* [PROBLEM TO WORK ON] Take each line from the entries that holds "relative" and copy it out.

* [SOURCE RECORDS]
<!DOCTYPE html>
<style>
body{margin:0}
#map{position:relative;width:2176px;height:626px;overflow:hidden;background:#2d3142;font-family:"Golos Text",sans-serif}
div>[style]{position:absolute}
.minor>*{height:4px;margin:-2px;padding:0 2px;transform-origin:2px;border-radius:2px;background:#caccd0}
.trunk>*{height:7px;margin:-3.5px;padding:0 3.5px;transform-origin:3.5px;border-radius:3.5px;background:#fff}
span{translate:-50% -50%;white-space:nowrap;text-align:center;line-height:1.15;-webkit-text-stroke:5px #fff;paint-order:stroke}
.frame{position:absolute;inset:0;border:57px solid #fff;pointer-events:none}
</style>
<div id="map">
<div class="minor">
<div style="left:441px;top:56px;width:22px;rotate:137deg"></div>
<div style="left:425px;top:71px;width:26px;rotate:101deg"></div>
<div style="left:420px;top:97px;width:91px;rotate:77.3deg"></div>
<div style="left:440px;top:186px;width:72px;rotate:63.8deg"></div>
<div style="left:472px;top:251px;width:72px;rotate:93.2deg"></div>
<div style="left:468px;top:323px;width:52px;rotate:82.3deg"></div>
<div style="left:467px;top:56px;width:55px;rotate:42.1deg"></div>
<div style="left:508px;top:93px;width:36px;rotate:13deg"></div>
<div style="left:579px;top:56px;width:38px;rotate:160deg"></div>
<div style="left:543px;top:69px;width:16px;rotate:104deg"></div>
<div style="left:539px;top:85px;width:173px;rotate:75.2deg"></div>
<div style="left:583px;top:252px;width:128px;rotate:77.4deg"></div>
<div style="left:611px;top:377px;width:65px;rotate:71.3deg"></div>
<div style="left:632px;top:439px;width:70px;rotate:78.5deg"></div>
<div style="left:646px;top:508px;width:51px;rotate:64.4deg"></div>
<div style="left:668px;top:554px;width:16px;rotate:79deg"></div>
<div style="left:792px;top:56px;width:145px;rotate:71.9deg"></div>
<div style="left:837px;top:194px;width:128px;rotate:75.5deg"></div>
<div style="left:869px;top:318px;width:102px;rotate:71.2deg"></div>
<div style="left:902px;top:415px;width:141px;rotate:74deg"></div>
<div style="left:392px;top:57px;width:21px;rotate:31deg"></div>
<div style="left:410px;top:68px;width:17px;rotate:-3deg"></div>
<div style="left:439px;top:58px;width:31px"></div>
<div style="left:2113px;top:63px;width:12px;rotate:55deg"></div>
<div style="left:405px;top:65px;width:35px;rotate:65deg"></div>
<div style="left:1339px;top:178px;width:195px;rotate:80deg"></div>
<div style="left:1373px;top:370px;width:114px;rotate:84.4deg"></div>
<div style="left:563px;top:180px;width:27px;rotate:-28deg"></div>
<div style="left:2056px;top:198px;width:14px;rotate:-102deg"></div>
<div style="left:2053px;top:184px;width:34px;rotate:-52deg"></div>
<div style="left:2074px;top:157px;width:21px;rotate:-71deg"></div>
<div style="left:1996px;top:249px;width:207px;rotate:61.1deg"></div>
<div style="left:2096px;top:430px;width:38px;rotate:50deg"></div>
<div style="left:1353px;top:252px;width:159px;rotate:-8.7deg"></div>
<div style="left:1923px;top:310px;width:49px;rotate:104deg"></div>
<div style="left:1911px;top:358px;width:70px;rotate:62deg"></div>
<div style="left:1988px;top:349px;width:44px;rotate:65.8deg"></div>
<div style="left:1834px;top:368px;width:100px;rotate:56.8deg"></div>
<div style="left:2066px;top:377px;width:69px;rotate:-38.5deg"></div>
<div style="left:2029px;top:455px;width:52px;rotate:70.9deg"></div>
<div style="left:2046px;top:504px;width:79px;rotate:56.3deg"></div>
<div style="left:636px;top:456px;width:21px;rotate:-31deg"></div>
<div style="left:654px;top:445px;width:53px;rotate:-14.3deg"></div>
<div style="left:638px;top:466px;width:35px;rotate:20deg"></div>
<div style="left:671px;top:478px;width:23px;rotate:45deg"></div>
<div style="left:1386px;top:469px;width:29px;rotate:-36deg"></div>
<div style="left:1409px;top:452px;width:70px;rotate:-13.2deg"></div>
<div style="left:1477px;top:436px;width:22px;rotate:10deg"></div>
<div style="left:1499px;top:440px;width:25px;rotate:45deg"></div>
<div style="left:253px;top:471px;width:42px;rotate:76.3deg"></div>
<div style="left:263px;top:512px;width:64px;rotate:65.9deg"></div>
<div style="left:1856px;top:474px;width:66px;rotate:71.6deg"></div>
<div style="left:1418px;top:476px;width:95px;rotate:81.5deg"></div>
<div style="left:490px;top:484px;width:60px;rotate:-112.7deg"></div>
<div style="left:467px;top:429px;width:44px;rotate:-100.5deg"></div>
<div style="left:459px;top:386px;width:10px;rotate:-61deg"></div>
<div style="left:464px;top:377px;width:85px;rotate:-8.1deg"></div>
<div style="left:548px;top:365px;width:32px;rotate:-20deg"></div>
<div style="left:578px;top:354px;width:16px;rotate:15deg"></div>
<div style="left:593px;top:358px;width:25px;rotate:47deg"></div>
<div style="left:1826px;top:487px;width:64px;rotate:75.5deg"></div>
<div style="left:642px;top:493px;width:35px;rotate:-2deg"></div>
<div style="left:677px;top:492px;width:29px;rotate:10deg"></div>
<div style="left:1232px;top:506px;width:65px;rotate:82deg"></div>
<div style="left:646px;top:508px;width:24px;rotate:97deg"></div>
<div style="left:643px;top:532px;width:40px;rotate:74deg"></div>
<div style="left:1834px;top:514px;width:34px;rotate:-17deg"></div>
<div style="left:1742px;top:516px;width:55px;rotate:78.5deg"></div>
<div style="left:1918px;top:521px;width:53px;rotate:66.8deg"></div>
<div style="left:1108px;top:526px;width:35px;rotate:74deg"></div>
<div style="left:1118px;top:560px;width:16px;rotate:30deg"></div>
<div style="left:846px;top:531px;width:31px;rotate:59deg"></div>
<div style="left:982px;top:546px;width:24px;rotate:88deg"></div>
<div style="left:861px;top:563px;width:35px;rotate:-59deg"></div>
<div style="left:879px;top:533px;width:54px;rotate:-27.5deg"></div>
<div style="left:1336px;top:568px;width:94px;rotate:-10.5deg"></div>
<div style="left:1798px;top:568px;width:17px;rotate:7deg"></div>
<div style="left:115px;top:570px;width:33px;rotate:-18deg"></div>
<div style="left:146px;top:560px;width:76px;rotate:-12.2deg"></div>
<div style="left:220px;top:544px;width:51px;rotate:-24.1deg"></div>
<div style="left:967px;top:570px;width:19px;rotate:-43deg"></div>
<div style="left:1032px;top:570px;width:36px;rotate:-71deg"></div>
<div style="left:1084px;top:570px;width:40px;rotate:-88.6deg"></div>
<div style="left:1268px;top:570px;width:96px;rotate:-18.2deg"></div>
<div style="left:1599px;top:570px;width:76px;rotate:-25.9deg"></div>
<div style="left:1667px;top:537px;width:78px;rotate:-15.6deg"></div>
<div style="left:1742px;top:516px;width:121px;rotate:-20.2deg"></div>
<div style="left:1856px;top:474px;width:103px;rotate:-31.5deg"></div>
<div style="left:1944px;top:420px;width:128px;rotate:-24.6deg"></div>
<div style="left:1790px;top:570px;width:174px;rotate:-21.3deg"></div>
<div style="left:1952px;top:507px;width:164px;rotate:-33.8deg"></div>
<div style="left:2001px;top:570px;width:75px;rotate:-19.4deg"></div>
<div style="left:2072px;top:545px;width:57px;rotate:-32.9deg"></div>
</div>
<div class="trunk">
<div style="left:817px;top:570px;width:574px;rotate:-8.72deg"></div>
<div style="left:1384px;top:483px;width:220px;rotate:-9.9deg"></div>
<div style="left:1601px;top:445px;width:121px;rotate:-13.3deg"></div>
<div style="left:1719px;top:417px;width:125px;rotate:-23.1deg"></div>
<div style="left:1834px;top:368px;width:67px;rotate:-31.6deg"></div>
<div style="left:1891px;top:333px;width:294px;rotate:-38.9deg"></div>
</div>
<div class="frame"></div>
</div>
==
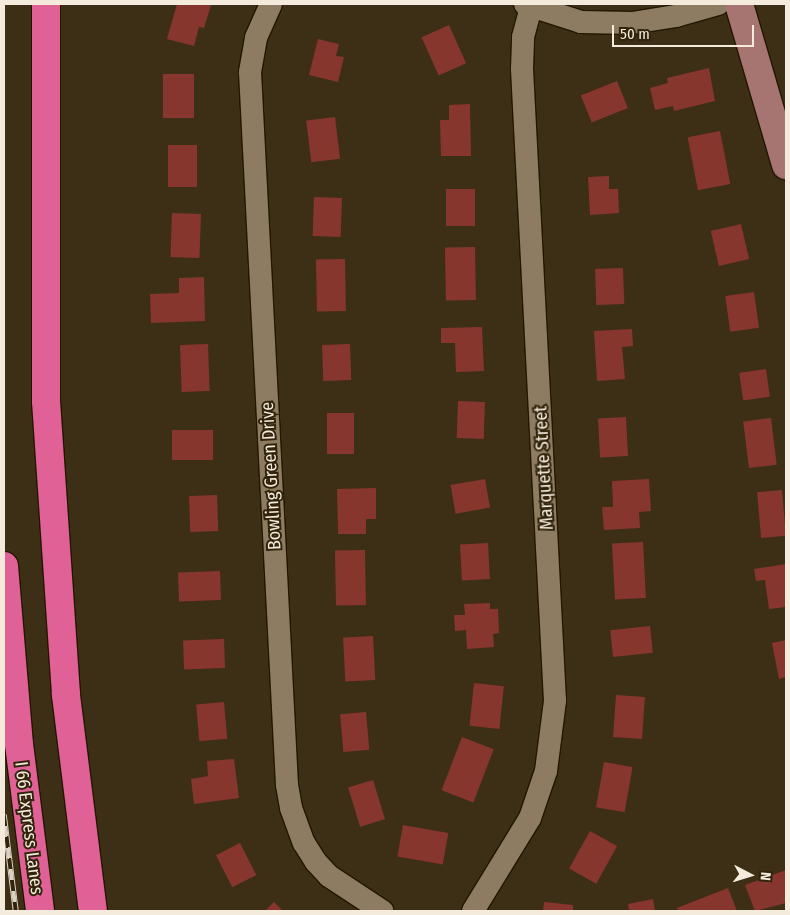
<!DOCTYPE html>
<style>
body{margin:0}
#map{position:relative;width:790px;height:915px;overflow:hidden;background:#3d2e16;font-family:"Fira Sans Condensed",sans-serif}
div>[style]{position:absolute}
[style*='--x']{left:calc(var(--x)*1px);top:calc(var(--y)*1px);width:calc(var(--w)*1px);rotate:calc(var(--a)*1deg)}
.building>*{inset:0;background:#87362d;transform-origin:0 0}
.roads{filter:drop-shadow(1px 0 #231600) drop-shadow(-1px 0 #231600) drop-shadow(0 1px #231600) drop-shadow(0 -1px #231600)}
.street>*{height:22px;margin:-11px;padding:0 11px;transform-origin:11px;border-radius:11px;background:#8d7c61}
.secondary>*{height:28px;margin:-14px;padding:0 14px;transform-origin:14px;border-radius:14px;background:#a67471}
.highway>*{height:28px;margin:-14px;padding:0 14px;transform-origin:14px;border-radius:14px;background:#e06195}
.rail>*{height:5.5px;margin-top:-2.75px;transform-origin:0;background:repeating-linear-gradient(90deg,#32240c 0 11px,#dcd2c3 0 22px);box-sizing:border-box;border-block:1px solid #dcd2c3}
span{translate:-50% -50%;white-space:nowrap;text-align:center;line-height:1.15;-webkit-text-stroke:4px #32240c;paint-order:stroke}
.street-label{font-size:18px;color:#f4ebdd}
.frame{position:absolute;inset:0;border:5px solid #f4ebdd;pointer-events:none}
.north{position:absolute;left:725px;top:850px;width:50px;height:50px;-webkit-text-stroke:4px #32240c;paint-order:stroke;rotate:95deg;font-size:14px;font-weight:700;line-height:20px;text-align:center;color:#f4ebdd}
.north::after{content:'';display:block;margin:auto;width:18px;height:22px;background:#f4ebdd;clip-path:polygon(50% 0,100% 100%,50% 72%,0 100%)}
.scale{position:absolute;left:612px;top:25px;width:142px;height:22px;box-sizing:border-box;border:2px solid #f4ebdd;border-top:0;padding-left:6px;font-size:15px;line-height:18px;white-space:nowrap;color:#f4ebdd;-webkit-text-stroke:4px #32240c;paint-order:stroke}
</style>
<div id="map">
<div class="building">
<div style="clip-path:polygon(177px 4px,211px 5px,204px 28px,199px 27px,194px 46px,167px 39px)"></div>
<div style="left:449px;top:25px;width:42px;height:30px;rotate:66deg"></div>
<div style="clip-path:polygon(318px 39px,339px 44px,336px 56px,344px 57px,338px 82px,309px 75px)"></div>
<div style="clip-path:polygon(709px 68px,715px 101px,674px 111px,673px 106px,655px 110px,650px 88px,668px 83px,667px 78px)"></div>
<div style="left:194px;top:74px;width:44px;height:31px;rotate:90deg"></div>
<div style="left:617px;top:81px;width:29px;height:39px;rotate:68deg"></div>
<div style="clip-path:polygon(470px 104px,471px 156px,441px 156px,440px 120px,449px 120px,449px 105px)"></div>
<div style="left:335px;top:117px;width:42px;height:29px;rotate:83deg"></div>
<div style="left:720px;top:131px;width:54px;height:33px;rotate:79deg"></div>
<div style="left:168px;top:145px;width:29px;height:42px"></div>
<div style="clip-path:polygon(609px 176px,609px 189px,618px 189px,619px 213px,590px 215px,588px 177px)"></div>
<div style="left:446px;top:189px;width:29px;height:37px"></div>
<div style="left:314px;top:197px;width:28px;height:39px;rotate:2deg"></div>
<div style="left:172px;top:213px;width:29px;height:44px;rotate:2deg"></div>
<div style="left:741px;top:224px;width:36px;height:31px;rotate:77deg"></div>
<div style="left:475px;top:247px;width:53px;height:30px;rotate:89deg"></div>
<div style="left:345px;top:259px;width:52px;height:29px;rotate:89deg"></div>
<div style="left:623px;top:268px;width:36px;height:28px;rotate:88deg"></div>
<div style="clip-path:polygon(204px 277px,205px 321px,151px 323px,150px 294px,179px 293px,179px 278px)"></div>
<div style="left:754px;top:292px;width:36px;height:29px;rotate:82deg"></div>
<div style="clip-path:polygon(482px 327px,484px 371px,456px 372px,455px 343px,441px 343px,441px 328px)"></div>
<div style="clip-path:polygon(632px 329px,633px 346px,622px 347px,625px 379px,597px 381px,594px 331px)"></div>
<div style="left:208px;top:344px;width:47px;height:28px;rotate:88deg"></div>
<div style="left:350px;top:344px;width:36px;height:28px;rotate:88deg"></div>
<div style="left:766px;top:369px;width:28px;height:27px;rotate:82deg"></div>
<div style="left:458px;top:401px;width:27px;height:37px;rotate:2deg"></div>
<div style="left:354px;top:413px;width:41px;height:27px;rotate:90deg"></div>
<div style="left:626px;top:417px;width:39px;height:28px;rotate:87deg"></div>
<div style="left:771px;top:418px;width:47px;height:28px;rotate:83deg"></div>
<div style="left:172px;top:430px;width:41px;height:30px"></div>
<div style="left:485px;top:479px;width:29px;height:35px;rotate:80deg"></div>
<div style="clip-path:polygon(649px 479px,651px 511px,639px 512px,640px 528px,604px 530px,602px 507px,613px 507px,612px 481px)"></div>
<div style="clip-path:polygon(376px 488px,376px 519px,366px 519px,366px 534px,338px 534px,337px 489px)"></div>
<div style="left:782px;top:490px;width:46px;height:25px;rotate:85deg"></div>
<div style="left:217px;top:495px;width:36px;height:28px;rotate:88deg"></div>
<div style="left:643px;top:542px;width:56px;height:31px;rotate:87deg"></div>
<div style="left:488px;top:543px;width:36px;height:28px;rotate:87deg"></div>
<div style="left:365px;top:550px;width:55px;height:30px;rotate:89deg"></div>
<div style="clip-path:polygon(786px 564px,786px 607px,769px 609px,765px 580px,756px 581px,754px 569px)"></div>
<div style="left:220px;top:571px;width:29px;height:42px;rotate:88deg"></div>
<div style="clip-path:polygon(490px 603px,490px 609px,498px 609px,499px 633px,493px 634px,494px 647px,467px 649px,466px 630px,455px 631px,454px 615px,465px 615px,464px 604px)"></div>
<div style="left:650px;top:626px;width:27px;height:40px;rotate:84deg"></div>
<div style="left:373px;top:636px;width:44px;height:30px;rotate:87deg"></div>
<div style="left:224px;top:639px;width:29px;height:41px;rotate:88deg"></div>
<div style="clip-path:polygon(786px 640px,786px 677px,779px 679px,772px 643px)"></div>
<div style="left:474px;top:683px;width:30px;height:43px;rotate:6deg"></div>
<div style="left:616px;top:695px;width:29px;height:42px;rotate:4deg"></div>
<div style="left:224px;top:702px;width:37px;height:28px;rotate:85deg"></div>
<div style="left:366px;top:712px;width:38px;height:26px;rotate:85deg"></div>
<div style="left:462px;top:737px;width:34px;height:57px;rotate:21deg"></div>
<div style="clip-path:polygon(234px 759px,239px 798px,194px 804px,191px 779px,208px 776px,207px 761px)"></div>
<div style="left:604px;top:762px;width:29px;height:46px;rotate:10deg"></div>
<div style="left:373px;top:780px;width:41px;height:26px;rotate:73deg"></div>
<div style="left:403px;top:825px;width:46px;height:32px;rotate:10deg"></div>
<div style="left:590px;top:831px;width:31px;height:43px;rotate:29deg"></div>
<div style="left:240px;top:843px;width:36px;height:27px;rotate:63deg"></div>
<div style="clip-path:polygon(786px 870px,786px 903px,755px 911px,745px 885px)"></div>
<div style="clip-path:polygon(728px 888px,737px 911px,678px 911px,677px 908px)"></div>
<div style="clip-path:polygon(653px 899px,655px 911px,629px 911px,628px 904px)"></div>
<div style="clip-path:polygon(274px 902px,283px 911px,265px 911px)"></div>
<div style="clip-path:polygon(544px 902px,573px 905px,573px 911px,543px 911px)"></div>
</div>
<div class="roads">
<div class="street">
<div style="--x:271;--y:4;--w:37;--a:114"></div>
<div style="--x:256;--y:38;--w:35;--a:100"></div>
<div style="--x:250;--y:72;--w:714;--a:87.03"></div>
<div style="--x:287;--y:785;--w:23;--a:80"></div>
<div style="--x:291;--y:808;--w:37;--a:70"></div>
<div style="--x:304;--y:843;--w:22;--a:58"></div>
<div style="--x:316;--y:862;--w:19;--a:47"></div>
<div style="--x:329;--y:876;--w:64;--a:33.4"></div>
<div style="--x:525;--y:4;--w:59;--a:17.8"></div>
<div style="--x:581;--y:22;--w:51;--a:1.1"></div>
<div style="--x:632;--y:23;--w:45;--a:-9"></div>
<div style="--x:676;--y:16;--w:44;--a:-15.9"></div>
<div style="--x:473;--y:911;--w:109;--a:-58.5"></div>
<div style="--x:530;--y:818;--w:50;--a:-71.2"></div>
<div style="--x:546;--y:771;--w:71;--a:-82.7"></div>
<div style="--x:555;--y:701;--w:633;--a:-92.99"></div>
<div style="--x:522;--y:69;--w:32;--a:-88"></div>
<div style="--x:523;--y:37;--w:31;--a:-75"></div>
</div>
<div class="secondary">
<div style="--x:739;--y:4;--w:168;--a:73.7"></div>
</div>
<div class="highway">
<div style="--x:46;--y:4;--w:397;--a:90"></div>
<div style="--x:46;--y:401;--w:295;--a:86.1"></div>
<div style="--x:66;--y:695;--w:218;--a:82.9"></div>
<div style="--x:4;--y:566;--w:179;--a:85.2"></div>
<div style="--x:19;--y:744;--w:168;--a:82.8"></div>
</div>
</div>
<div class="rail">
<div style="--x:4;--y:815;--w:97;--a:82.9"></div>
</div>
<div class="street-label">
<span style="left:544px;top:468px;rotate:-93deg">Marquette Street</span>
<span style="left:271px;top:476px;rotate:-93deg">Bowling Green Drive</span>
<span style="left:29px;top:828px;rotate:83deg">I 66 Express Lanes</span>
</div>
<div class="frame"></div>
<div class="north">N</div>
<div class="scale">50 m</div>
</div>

* [SOLVED EXERCISE]
#map{position:relative;width:2176px;height:626px;overflow:hidden;background:#2d3142;font-family:"Golos Text",sans-serif}
#map{position:relative;width:790px;height:915px;overflow:hidden;background:#3d2e16;font-family:"Fira Sans Condensed",sans-serif}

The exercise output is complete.